7. When you wonder whether you have multiple personality disorder

Being engaged with two very different cultures may result in you acting very differently in different environments, to the point where it seems like you have multiple personalities. In a room full of Koreans (“like, Korean Koreans”) I sit quietly, trying not to draw any attention to myself; you don’t want people hearing you mumble and bumble in your lousy Korean.

Plus, you don’t want to accidentally offend anyone: there may be some rule of etiquette that you don’t know. Then people say things like: “You’re so quiet” and “Aww, you’re such an innocent goody-two-shoes” and “Aw, you’re so cute.”

Then I get put in a room full of English-speakers and they say to me: “You’re so loud” or “You’re so blunt” or “How can you call yourself a girl?” or “Why are you so opinionated?” or “If you just calm down and keep quiet for two minutes that would be real nice.”

Even my voice goes down several octaves lower when I speak in English. I might one day suffer an identity crisis.

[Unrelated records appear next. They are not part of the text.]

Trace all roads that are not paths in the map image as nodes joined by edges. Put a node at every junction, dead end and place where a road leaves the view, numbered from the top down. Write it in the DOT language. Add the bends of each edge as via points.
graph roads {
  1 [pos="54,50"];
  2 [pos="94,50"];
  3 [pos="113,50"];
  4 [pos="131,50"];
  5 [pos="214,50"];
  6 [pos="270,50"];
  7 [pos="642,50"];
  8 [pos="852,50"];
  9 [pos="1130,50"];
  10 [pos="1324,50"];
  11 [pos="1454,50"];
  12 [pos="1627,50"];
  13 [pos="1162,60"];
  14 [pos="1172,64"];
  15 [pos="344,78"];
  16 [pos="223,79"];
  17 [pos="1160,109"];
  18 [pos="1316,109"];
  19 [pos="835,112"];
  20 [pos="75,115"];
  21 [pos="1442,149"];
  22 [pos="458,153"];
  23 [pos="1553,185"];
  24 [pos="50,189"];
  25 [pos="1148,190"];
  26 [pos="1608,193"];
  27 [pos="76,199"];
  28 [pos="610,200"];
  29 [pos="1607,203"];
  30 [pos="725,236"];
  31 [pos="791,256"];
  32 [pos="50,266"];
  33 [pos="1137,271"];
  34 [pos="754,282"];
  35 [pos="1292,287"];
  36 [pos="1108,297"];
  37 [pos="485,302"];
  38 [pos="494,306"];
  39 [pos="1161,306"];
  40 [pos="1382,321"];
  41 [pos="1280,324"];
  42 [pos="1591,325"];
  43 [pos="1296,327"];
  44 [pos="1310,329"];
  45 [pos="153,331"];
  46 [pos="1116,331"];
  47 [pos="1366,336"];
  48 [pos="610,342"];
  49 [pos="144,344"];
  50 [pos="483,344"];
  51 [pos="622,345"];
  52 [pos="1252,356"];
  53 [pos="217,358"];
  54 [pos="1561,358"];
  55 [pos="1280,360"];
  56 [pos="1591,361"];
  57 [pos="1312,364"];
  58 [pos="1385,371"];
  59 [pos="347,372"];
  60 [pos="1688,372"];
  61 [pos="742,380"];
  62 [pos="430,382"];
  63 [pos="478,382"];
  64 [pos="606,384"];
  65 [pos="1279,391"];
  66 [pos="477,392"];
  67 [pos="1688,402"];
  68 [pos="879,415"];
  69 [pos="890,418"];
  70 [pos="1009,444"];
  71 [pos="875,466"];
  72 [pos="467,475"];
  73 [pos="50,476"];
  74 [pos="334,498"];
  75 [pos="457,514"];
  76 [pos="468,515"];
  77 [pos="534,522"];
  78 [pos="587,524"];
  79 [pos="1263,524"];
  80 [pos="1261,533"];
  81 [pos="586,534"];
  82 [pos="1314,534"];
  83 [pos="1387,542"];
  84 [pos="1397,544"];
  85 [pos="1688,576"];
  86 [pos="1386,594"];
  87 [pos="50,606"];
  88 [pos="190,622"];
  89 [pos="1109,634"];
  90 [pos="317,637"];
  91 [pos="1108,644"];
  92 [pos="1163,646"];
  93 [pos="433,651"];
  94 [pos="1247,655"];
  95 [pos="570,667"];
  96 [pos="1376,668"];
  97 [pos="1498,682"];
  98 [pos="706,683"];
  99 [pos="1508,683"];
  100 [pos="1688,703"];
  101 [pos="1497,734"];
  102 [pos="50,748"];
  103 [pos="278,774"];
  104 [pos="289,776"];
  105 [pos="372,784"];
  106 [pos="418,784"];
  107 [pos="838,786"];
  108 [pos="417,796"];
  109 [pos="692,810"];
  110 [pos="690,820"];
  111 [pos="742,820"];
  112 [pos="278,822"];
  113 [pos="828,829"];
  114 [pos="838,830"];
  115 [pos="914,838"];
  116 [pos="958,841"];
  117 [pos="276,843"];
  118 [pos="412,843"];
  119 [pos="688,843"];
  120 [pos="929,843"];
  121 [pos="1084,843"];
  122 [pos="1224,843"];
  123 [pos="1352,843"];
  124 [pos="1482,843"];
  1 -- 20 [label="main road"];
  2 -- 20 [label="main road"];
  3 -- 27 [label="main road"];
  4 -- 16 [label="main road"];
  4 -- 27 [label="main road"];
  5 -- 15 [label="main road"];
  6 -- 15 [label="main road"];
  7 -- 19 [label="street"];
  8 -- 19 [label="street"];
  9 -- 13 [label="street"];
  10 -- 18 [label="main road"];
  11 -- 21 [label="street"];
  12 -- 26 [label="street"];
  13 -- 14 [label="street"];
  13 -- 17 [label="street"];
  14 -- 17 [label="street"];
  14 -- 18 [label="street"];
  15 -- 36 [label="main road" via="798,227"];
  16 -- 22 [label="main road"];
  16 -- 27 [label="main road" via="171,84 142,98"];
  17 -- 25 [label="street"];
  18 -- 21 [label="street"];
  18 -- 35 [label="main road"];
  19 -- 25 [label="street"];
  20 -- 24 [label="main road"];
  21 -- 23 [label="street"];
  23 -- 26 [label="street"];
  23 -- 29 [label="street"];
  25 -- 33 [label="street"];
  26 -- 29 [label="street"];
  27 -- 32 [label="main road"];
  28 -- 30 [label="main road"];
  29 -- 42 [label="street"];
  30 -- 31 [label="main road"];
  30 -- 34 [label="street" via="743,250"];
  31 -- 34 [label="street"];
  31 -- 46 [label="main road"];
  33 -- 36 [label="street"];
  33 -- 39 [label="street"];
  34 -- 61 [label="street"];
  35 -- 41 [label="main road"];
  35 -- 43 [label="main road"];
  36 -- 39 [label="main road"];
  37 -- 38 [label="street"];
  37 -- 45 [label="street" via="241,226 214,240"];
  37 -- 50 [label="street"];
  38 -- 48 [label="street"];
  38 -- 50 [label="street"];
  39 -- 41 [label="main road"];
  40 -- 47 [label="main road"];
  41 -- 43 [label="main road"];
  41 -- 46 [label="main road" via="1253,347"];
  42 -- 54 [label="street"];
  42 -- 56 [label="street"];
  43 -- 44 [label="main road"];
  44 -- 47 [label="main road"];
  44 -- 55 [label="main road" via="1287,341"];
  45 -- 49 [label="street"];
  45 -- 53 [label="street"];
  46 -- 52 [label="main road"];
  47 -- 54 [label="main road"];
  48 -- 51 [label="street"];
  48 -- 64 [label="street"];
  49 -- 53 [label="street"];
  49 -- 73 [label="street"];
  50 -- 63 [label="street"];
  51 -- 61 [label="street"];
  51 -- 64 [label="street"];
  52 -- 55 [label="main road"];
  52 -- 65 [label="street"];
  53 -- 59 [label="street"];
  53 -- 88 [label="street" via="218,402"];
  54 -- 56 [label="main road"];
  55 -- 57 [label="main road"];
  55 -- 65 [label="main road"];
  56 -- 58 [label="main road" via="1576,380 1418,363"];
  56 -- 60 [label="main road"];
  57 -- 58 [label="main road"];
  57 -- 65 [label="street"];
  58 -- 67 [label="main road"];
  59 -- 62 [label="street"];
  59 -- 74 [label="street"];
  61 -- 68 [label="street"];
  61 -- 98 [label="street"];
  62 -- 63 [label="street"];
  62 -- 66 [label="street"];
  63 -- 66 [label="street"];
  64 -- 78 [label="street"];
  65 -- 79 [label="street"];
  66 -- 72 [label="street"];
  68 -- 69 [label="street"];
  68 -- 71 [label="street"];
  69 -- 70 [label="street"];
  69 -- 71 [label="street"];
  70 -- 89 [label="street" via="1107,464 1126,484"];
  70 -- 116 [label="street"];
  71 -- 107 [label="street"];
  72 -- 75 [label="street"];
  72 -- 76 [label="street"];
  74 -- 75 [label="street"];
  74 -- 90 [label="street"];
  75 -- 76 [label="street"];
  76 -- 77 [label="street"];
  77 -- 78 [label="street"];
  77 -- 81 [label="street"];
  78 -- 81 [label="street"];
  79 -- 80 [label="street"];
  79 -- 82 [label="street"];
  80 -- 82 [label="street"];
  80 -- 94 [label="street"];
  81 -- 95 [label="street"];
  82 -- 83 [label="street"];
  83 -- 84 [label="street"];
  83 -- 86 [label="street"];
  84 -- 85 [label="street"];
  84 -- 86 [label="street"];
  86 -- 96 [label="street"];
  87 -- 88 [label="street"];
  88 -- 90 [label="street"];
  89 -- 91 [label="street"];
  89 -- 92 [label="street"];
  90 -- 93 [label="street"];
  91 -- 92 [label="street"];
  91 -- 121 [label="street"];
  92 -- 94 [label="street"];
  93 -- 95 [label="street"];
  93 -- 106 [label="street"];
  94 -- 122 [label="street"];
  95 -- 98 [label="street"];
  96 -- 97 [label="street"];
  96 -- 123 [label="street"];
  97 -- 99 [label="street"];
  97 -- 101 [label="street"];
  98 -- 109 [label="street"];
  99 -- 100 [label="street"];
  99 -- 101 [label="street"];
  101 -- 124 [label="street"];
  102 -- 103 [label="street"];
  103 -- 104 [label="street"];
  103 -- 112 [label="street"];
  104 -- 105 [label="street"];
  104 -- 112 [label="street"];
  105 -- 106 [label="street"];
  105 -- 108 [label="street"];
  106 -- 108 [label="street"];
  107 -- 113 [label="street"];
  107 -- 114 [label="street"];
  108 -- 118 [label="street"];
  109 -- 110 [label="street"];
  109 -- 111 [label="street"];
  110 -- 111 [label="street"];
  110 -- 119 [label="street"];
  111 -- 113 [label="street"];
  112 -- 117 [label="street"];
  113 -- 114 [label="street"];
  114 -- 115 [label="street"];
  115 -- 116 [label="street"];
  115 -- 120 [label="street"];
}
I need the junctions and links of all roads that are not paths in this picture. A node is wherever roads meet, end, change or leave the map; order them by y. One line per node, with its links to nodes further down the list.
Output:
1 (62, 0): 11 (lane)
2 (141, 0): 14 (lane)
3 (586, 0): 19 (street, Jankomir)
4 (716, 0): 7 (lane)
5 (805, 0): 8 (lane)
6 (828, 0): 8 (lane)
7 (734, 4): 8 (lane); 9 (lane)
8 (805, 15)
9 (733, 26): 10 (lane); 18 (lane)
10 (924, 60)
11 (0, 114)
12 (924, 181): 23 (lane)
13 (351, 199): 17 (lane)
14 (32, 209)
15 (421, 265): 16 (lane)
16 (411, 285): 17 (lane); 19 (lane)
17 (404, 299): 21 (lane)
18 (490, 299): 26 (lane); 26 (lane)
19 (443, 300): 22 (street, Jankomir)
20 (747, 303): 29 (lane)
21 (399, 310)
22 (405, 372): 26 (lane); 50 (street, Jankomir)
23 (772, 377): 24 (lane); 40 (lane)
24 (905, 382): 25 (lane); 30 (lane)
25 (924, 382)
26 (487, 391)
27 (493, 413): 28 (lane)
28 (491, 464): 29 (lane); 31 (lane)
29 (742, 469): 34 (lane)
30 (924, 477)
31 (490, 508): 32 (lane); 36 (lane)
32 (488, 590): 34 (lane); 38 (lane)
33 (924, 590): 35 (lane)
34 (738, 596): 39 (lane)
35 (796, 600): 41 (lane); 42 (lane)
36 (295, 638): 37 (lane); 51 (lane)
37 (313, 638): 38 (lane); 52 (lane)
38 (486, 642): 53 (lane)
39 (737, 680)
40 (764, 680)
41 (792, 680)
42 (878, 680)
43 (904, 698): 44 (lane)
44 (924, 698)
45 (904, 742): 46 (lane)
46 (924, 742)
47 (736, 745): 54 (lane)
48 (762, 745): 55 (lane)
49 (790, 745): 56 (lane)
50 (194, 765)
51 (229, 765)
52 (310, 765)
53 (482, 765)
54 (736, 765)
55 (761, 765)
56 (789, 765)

8. Dealing with the Korean age hierarchy at an international school

Your school has a no-Korean policy, and you suck at Korean anyway, but everyone else is bowing and using jondae mal (a polite form of Korean speech reserved for elders, superiors, strangers and formal settings) when addressing your upperclassmen, and you can’t help but feel rude when you’re just sitting there saying ‘hey’ and ‘dude’ and ‘yo.’

I have underclassmen who tease me and call me names in English and then they start speaking Korean and lapse into jondae mal (especially when they want me to buy them food), and suddenly I feel as though I am their grandparents. It makes for odd and amusing interactions.

9. Watching that show with all those Korean-speaking foreigners

I am on my way to the kitchen for a drink of water when I see this white man on television speaking Korean. Fluently. Like a native speaker. And there’s another guy beside him with blonde hair speaking rapid-fire Korean, and I can’t even understand what they’re talking about.

“Look!” my mom says pointedly. “They speak Korean better than you do.”
Sorry, mom.

10. Being reminded you are “bilingual”

“You’re so privileged, you’re bilingual!” teachers tell us.

And you just hang your head and wonder whether you can really call yourself bilingual when your Korean is so bad that you can do little more than order at restaurants and either swear or nod and smile idiotically at anyone who talks to you.